▶ [GIVEN DATA]
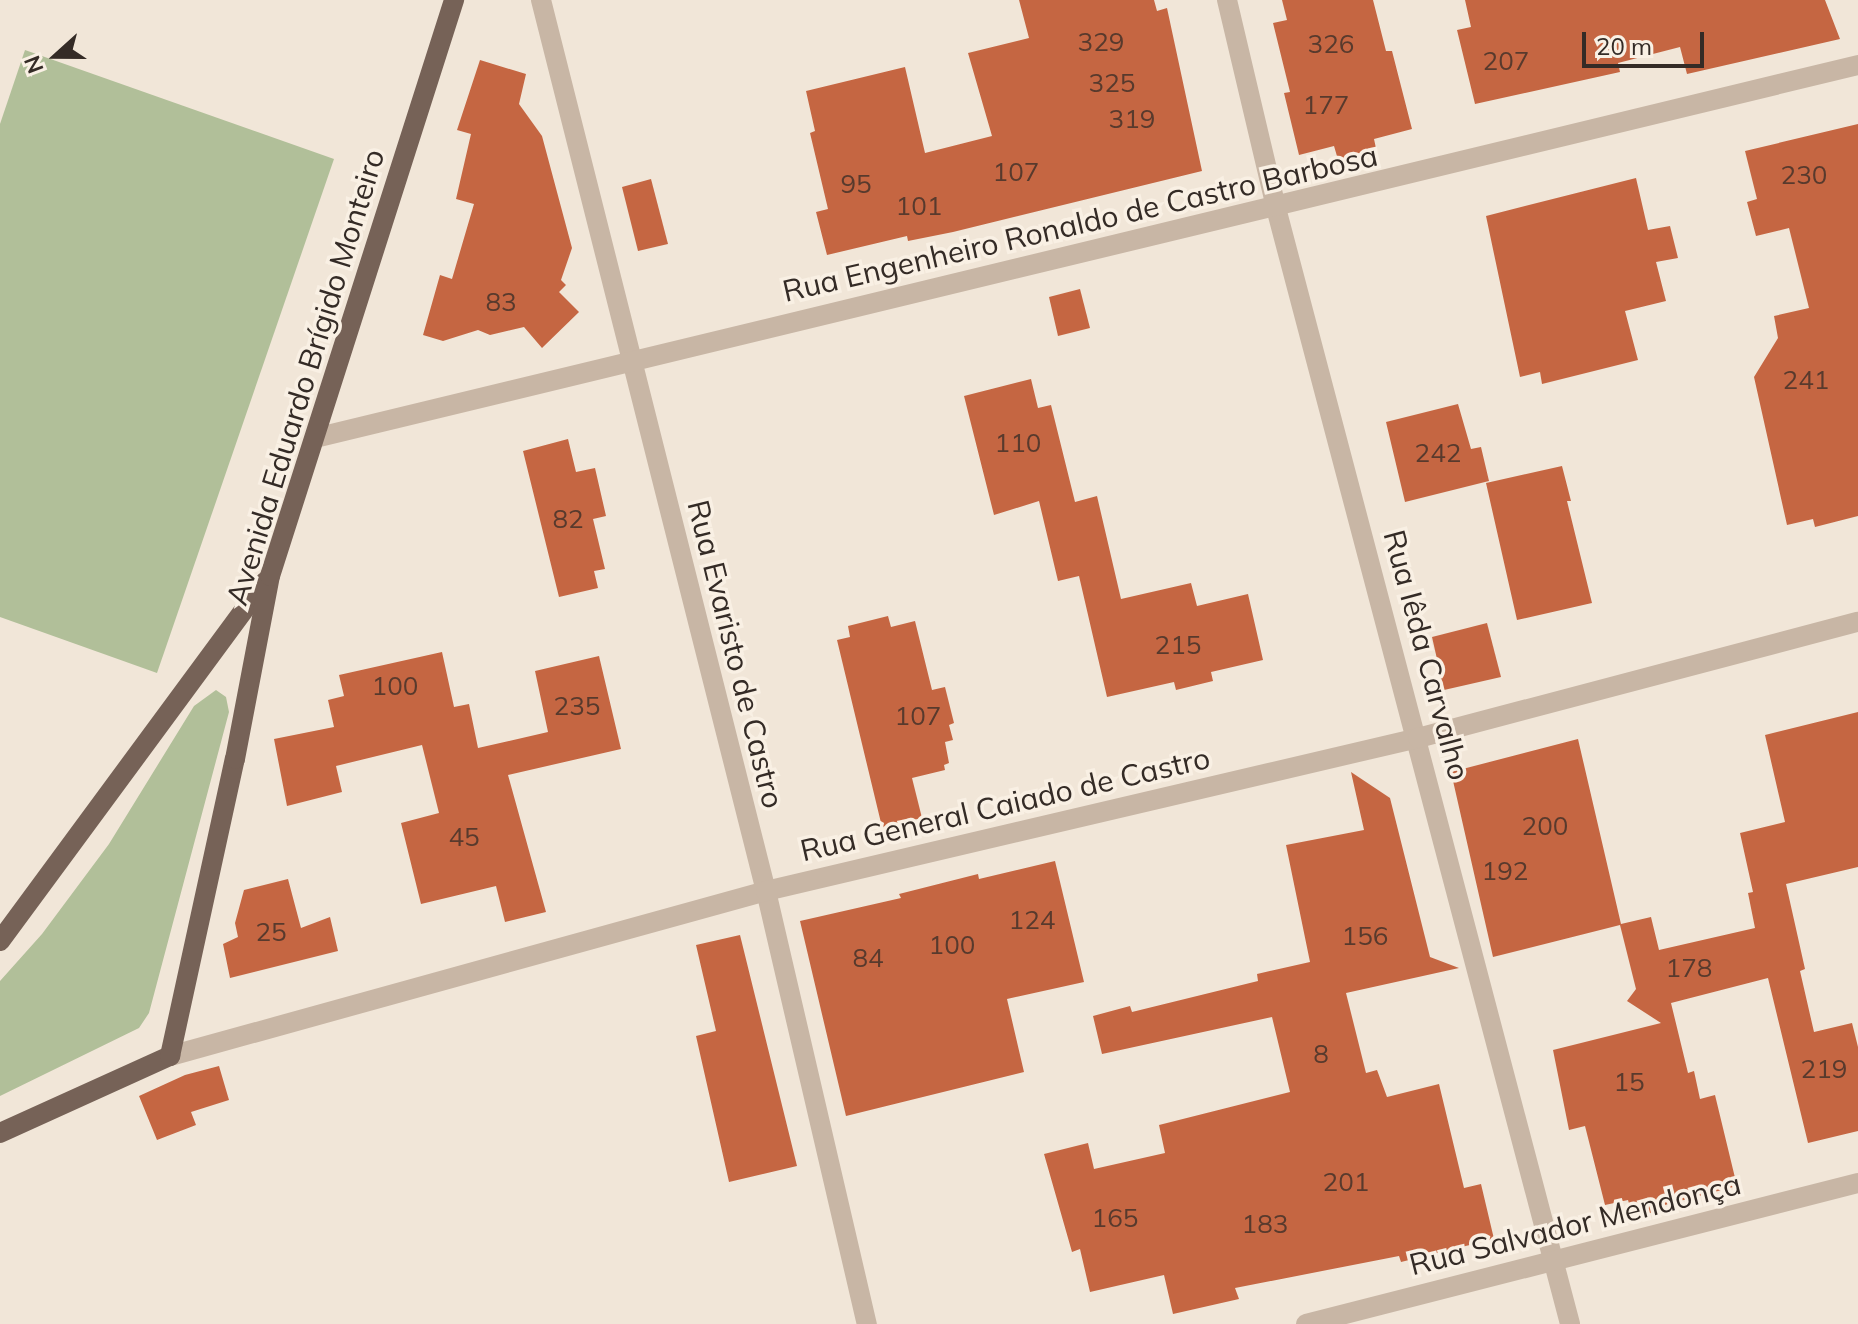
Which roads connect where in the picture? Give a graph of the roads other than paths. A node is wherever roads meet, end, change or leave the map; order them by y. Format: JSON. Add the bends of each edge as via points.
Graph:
{"nodes":[{"id":1,"x":454,"y":0,"type":"edge"},
{"id":2,"x":541,"y":0,"type":"edge"},
{"id":3,"x":1227,"y":0,"type":"edge"},
{"id":4,"x":1858,"y":65,"type":"edge"},
{"id":5,"x":1276,"y":208,"type":"junction"},
{"id":6,"x":630,"y":362,"type":"junction"},
{"id":7,"x":315,"y":438,"type":"junction"},
{"id":8,"x":270,"y":576,"type":"junction"},
{"id":9,"x":1858,"y":622,"type":"edge"},
{"id":10,"x":1418,"y":738,"type":"junction"},
{"id":11,"x":766,"y":891,"type":"junction"},
{"id":12,"x":0,"y":941,"type":"edge"},
{"id":13,"x":170,"y":1056,"type":"junction"},
{"id":14,"x":0,"y":1133,"type":"edge"},
{"id":15,"x":1858,"y":1183,"type":"edge"},
{"id":16,"x":1555,"y":1259,"type":"junction"},
{"id":17,"x":867,"y":1324,"type":"edge"},
{"id":18,"x":1306,"y":1324,"type":"edge"},
{"id":19,"x":1570,"y":1324,"type":"edge"}],
"edges":[{"from":1,"to":7,"type":"main road","name":"Avenida Eduardo Brígido Monteiro"},
{"from":2,"to":6,"type":"street","name":"Rua Evaristo de Castro"},
{"from":3,"to":5,"type":"street","name":"Rua Iêda Carvalho"},
{"from":4,"to":5,"type":"street","name":"Rua Engenheiro Ronaldo de Castro Barbosa"},
{"from":5,"to":6,"type":"street","name":"Rua Engenheiro Ronaldo de Castro Barbosa"},
{"from":5,"to":10,"type":"street","name":"Rua Iêda Carvalho"},
{"from":6,"to":7,"type":"street","name":"Rua Engenheiro Ronaldo de Castro Barbosa"},
{"from":6,"to":11,"type":"street","name":"Rua Evaristo de Castro"},
{"from":7,"to":8,"type":"main road","name":"Avenida Eduardo Brígido Monteiro"},
{"from":8,"to":12,"type":"main road"},
{"from":8,"to":13,"type":"main road","name":"Avenida Eduardo Brígido Monteiro"},
{"from":9,"to":10,"type":"street","name":"Rua General Caiado de Castro"},
{"from":10,"to":11,"type":"street","name":"Rua General Caiado de Castro"},
{"from":10,"to":16,"type":"street","name":"Rua Iêda Carvalho"},
{"from":11,"to":13,"type":"street","name":"Rua General Caiado de Castro"},
{"from":11,"to":17,"type":"street","name":"Rua Evaristo de Castro"},
{"from":13,"to":14,"type":"main road"},
{"from":15,"to":16,"type":"street","name":"Rua Salvador Mendonça"},
{"from":16,"to":18,"type":"street","name":"Rua Salvador Mendonça"},
{"from":16,"to":19,"type":"street","name":"Rua Iêda Carvalho"}]}
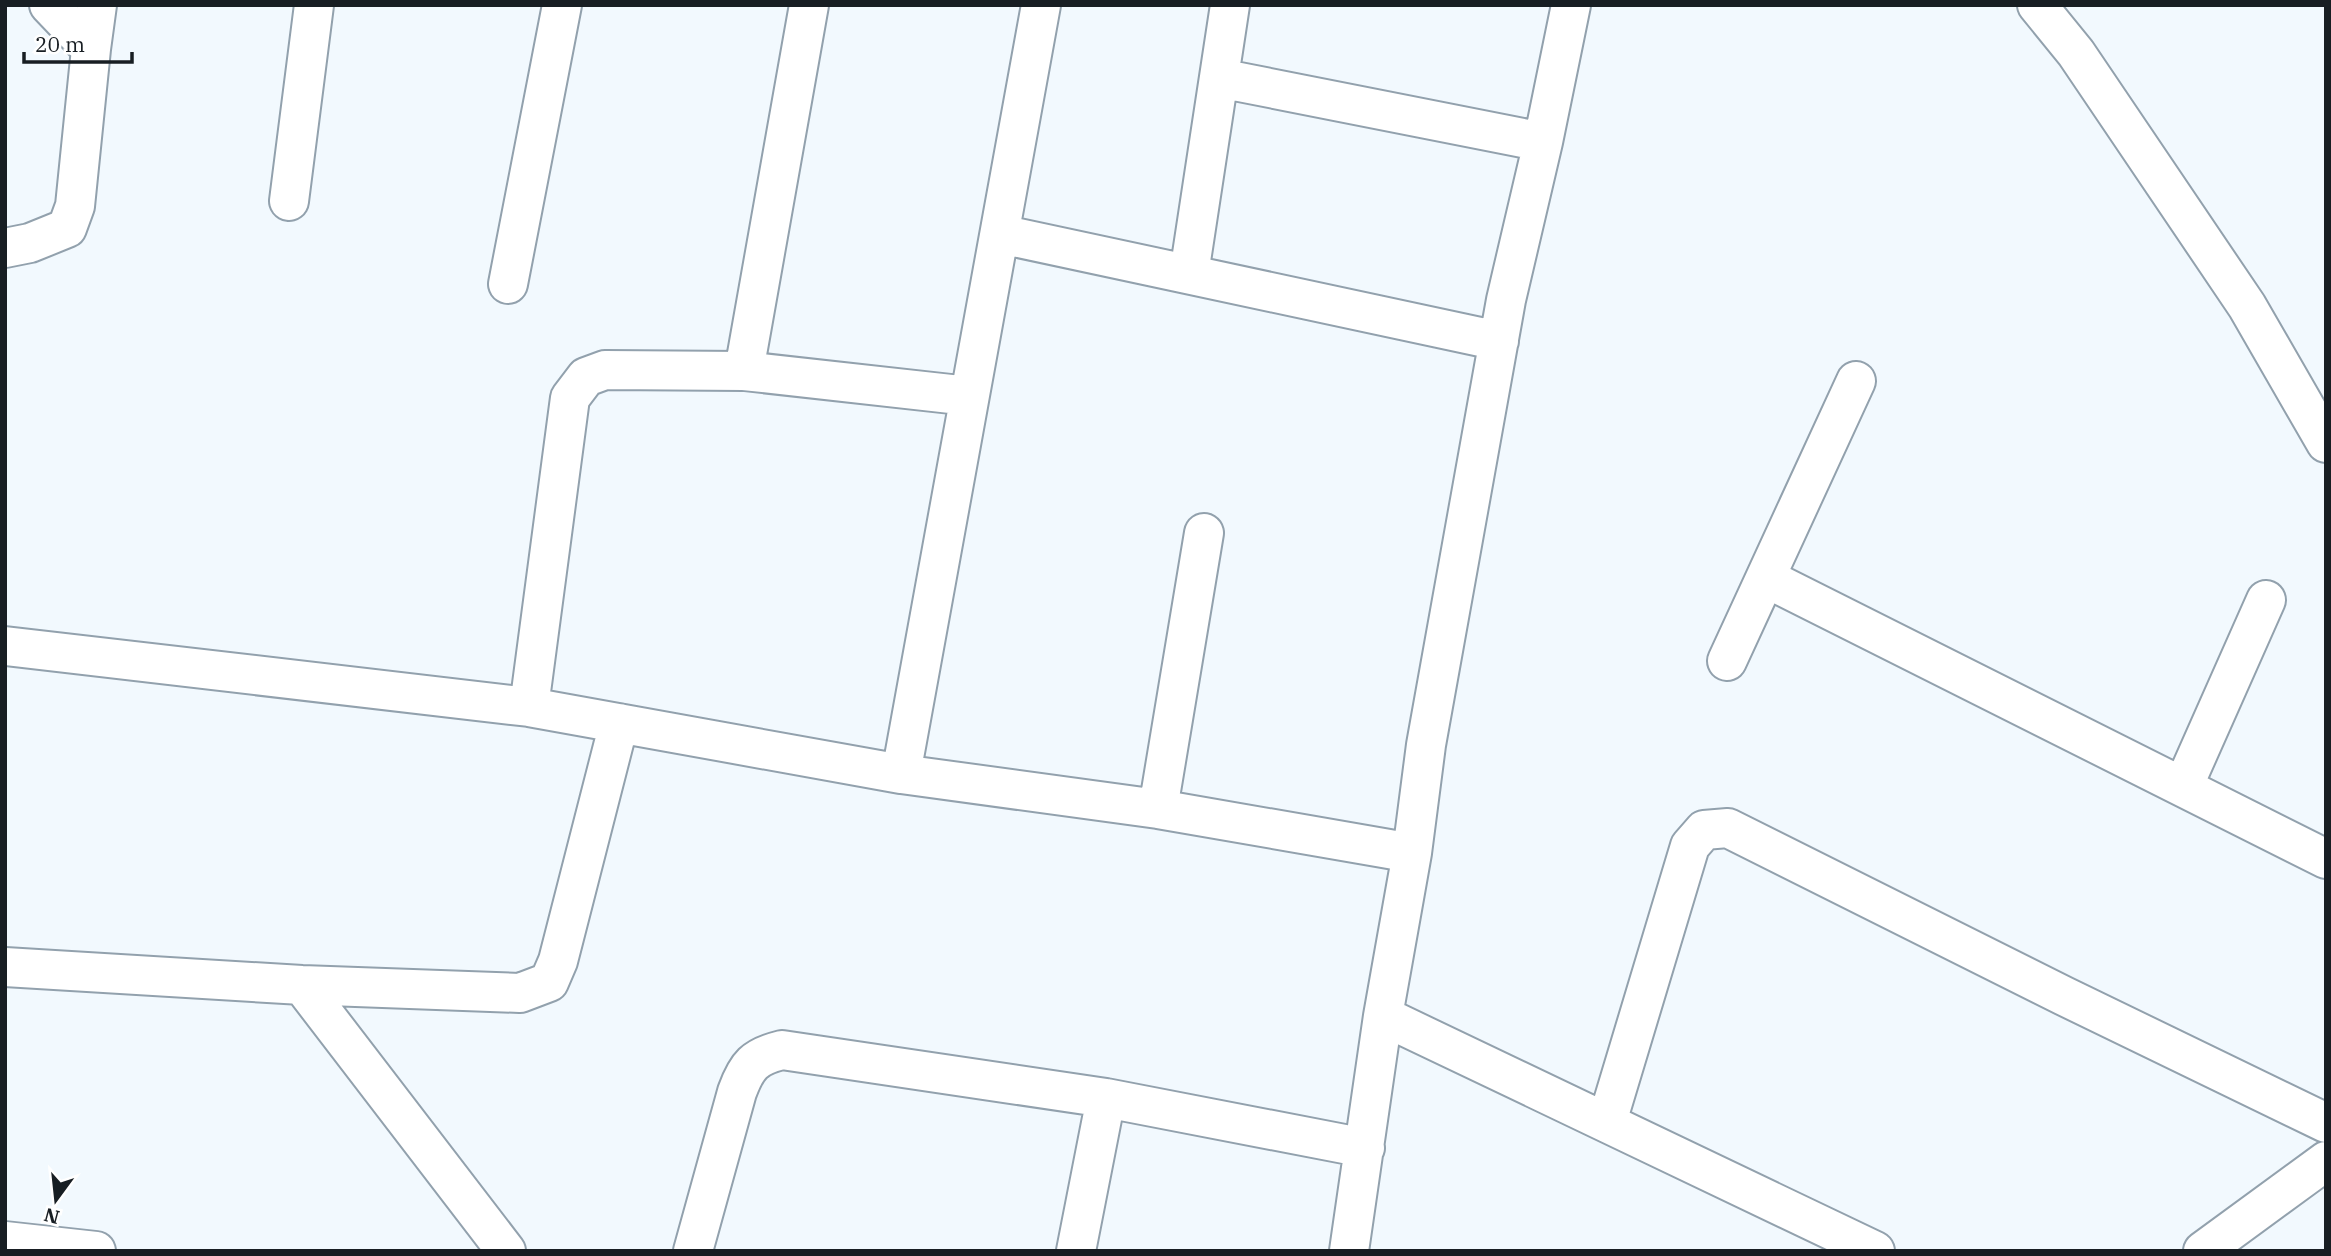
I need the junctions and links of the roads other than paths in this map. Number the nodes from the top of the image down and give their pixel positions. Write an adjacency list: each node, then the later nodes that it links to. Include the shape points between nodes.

▶ [YOUR ASSIGNMENT] If an entry holds an image, omit that image and print the remainder exactly as it stands.

▶ [WRITTEN ANSWER]
Which roads connect where in the picture? Give a graph of the roads other than paths. A node is wherever roads meet, end, change or leave the map; order them by y. Format: JSON. Add the bends of each edge as via points.
Graph:
{"nodes":[{"id":1,"x":454,"y":0,"type":"edge"},
{"id":2,"x":541,"y":0,"type":"edge"},
{"id":3,"x":1227,"y":0,"type":"edge"},
{"id":4,"x":1858,"y":65,"type":"edge"},
{"id":5,"x":1276,"y":208,"type":"junction"},
{"id":6,"x":630,"y":362,"type":"junction"},
{"id":7,"x":315,"y":438,"type":"junction"},
{"id":8,"x":270,"y":576,"type":"junction"},
{"id":9,"x":1858,"y":622,"type":"edge"},
{"id":10,"x":1418,"y":738,"type":"junction"},
{"id":11,"x":766,"y":891,"type":"junction"},
{"id":12,"x":0,"y":941,"type":"edge"},
{"id":13,"x":170,"y":1056,"type":"junction"},
{"id":14,"x":0,"y":1133,"type":"edge"},
{"id":15,"x":1858,"y":1183,"type":"edge"},
{"id":16,"x":1555,"y":1259,"type":"junction"},
{"id":17,"x":867,"y":1324,"type":"edge"},
{"id":18,"x":1306,"y":1324,"type":"edge"},
{"id":19,"x":1570,"y":1324,"type":"edge"}],
"edges":[{"from":1,"to":7,"type":"main road","name":"Avenida Eduardo Brígido Monteiro"},
{"from":2,"to":6,"type":"street","name":"Rua Evaristo de Castro"},
{"from":3,"to":5,"type":"street","name":"Rua Iêda Carvalho"},
{"from":4,"to":5,"type":"street","name":"Rua Engenheiro Ronaldo de Castro Barbosa"},
{"from":5,"to":6,"type":"street","name":"Rua Engenheiro Ronaldo de Castro Barbosa"},
{"from":5,"to":10,"type":"street","name":"Rua Iêda Carvalho"},
{"from":6,"to":7,"type":"street","name":"Rua Engenheiro Ronaldo de Castro Barbosa"},
{"from":6,"to":11,"type":"street","name":"Rua Evaristo de Castro"},
{"from":7,"to":8,"type":"main road","name":"Avenida Eduardo Brígido Monteiro"},
{"from":8,"to":12,"type":"main road"},
{"from":8,"to":13,"type":"main road","name":"Avenida Eduardo Brígido Monteiro"},
{"from":9,"to":10,"type":"street","name":"Rua General Caiado de Castro"},
{"from":10,"to":11,"type":"street","name":"Rua General Caiado de Castro"},
{"from":10,"to":16,"type":"street","name":"Rua Iêda Carvalho"},
{"from":11,"to":13,"type":"street","name":"Rua General Caiado de Castro"},
{"from":11,"to":17,"type":"street","name":"Rua Evaristo de Castro"},
{"from":13,"to":14,"type":"main road"},
{"from":15,"to":16,"type":"street","name":"Rua Salvador Mendonça"},
{"from":16,"to":18,"type":"street","name":"Rua Salvador Mendonça"},
{"from":16,"to":19,"type":"street","name":"Rua Iêda Carvalho"}]}
I need the junctions and links of the roads other than paths in this map. Number the nodes from the top of the image down and give their pixel positions. Write an adjacency list: each node, then the later nodes that it links to. Include the shape points between nodes.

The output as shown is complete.